Le ralentissement de l’inflation s’étend

L’inflation a encore ralenti au Canada le mois dernier. Et pas seulement, cette fois, en raison de la baisse des prix de l’essence.
Le rythme de la croissance des prix s’est atténué le mois dernier, passant d’une hausse sur 12 mois de 7,6 % en juillet à 7 % en août, a rapporté mardi Statistique Canada. C’est le deuxième mois d’affilée que l’on assiste à un ralentissement depuis que l’augmentation de l’indice des prix à la consommation (IPC) a atteint en juin son sommet, en presque 30 ans, de 8,1 %.
Comme le mois précédent, cette nouvelle baisse de régime de l’inflation est principalement attribuable au prix de l’essence, qui a baissé en un mois de 9,6 %, ramenant son augmentation sur un an de 35,6 % à 22,1 %, a expliqué l’agence fédérale.
Mais ce n’est pas le seul domaine où l’on a observé une baisse de régime. Reflétant l’impact de la hausse des taux d’intérêt et du ralentissement économique, les prix du logement ont aussi augmenté moins vite (à 6,6 % sur 12 mois plutôt que 7 %). L’affaiblissement de la demande des consommateurs a eu le même effet sur le prix des appareils électroménagers (9 % plutôt que 11,5 %), alors que du côté des véhicules automobiles (7,3 % plutôt que 8,2 %), le changement est surtout attribuable au fait que l’on se compare à un mois d’août 2021 où les prix dans le secteur s’étaient envolés à cause des problèmes dans les chaînes d’approvisionnement.
Influencée notamment par les « conditions météorologiques extrêmes, l’augmentation du coût des intrants, l’invasion de l’Ukraine par la Russie et les perturbations de la chaîne d’approvisionnement », la hausse des prix dans les épiceries s’est, au contraire, encore accélérée, passant de 9,9 % sur 12 mois en juillet à 10,8 % le mois dernier.
On n’avait pas assisté à une pareille hausse de prix des aliments depuis le mois d’août 1981, a noté Statistique Canada. L’augmentation se révèle particulièrement marquée pour les fruits frais (13,2 %), les boissons non alcoolisées (14,1 %) et les produits de boulangerie (15,4 %).
Les salaires à la traîne
Bien qu’en ascension constante, l’augmentation annuelle du salaire horaire moyen des employés au Canada (5,4 %) s’est rapprochée, au mois d’août, mais n’arrivait toujours pas à suivre le rythme de l’inflation (7 %).
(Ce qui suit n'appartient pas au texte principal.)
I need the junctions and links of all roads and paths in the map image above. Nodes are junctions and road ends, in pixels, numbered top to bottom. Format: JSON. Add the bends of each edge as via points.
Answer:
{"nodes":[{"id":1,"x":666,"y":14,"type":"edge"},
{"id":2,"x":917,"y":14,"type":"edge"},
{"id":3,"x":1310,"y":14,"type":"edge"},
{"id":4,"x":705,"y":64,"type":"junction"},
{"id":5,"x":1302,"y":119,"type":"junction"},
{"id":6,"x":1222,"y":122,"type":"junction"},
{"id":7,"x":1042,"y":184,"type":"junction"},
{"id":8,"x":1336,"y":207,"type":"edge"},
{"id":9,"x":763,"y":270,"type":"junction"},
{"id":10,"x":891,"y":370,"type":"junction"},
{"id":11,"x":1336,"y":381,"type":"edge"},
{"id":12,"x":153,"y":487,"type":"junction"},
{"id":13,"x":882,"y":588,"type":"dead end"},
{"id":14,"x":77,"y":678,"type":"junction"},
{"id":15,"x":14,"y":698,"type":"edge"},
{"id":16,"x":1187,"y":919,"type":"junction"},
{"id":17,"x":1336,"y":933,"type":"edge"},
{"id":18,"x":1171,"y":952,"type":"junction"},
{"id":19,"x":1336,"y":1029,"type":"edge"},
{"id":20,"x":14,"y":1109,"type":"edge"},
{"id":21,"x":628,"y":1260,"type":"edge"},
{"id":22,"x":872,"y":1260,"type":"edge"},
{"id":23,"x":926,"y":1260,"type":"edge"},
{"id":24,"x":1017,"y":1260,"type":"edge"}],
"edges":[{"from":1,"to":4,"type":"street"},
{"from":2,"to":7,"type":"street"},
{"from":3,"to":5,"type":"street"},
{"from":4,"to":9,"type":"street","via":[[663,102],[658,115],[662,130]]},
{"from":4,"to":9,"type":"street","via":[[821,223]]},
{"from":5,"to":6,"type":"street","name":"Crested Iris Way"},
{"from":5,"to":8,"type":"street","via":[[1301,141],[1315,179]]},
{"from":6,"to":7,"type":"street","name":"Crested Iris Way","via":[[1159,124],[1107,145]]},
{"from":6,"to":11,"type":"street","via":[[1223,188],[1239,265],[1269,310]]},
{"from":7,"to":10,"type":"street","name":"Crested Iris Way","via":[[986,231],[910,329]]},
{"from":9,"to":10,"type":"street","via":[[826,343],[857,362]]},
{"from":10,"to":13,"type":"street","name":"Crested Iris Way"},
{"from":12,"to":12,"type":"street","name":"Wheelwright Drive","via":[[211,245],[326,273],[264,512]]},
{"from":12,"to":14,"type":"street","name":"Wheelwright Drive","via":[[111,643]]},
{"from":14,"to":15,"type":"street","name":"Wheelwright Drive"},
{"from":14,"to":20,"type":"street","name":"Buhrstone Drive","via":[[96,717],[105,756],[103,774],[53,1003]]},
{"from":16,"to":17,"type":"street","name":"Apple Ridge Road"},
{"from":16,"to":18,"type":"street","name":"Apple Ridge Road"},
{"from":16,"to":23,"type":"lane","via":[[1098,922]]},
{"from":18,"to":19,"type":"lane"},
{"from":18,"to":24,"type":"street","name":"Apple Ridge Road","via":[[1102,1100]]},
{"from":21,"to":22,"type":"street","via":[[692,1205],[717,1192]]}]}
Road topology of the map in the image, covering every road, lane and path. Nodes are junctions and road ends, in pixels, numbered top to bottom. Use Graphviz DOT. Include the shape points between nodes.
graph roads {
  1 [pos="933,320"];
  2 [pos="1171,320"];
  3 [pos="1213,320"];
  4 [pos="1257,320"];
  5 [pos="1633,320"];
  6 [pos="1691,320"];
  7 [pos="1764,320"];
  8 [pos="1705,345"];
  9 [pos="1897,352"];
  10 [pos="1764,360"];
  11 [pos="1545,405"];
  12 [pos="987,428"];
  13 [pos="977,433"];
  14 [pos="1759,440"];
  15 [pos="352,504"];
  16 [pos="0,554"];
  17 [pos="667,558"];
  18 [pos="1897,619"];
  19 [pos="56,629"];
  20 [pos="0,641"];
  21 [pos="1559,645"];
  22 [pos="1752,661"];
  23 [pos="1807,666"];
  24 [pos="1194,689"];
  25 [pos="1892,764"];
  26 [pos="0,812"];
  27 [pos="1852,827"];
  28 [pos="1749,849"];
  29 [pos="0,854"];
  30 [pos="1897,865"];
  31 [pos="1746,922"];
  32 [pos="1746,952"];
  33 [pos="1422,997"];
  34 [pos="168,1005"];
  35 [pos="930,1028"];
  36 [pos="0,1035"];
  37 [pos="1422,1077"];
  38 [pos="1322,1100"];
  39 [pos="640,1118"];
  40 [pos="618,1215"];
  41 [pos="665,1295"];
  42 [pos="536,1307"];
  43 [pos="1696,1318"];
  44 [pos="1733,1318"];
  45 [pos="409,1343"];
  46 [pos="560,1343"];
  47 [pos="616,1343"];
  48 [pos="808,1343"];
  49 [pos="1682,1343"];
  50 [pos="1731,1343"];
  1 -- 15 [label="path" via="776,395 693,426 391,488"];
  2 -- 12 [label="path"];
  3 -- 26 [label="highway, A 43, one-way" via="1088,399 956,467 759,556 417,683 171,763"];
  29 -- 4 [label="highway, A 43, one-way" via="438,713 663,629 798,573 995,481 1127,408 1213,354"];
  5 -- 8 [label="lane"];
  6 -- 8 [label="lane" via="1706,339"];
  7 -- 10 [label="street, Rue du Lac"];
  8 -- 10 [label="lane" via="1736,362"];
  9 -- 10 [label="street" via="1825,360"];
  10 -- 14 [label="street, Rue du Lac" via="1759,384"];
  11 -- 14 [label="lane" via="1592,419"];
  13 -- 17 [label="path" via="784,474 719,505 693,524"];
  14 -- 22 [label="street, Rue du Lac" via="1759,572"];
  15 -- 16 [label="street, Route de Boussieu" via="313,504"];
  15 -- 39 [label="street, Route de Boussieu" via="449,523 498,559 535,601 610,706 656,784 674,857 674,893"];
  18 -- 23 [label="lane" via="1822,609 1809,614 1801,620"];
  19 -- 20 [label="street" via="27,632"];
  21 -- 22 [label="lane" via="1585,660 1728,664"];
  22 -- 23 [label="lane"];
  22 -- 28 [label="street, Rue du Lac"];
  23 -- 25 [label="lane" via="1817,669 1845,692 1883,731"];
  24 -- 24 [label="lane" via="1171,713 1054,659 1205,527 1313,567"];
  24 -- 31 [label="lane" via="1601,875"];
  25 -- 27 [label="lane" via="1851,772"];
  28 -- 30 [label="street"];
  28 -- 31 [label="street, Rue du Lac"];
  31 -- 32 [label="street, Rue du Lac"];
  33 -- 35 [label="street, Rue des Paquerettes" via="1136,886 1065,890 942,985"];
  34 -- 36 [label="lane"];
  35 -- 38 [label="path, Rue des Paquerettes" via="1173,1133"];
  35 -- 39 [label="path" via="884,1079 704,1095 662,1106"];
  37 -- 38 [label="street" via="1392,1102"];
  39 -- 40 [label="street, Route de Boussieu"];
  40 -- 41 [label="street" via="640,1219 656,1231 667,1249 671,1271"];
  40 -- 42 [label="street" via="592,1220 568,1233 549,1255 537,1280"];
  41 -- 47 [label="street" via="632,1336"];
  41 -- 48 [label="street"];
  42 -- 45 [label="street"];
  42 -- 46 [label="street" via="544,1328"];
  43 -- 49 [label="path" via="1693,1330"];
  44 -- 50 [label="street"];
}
Plus élevée depuis quelques mois au Québec, la hausse des salaires y est toutefois repassée le mois dernier (6,9 %) en dessous de l’inflation (7,1 %), alors qu’en juillet, c’était le contraire (8,1 % contre 7,3 %).
L’ensemble des quelque 700 produits et services qui entrent dans la composition de l’IPC, à l’exclusion des éléments les plus volatils que sont les aliments et l’énergie, est ainsi passé d’une inflation annuelle de 5,5 % à 5,3 %. Les trois indices servant de référence à la Banque du Canada pour mesurer l’inflation fondamentale ont suivi la même trajectoire, passant d’une moyenne de 5,4 % à 5,2 %.
« C’est à peu près le meilleur rapport sur l’inflation que nous puissions espérer », a noté mardi l’économiste à la Banque de Montréal, Benjamin Reitzes, dans une brève analyse. « Malheureusement, l’inflation reste encore bien trop élevée », par rapport à la cible de 2 % de la banque centrale canadienne.
Alerte aux taux d’intérêt et à la récession
Aussi faut-il s’attendre qu’après avoir propulsé son taux directeur de 0,25 % à 3,25 % en moins de six mois, la Banque du Canada récidive avec une nouvelle hausse des taux d’intérêt d’au moins 50 points de base, à 3,75 %, avant de marquer une pause, a estimé Andrew Grantham, de la Banque CIBC. Elle ne s’arrêtera pas avant d’avoir atteint 4 %, pense de son côté Claire Fan, de la Banque Royale.
Cette hausse rapide des taux d’intérêt plombera encore plus le marché immobilier, a observé Tony Stillo de la firme d’analyse Oxford Economics. Cela rendra encore plus frileux des consommateurs déjà appauvris par l’inflation en plus de s’ajouter à l’impact de la crise ukrainienne et à la détérioration du contexte économique mondial.
Les probabilités sont désormais élevées, a-t-il prévenu, que le Canada connaisse une « récession modérée », qui pourrait commencer avant la fin de l’année et s’étendre jusqu’au milieu de l’année prochaine, pour un recul de total de l’économie de 1,8 %.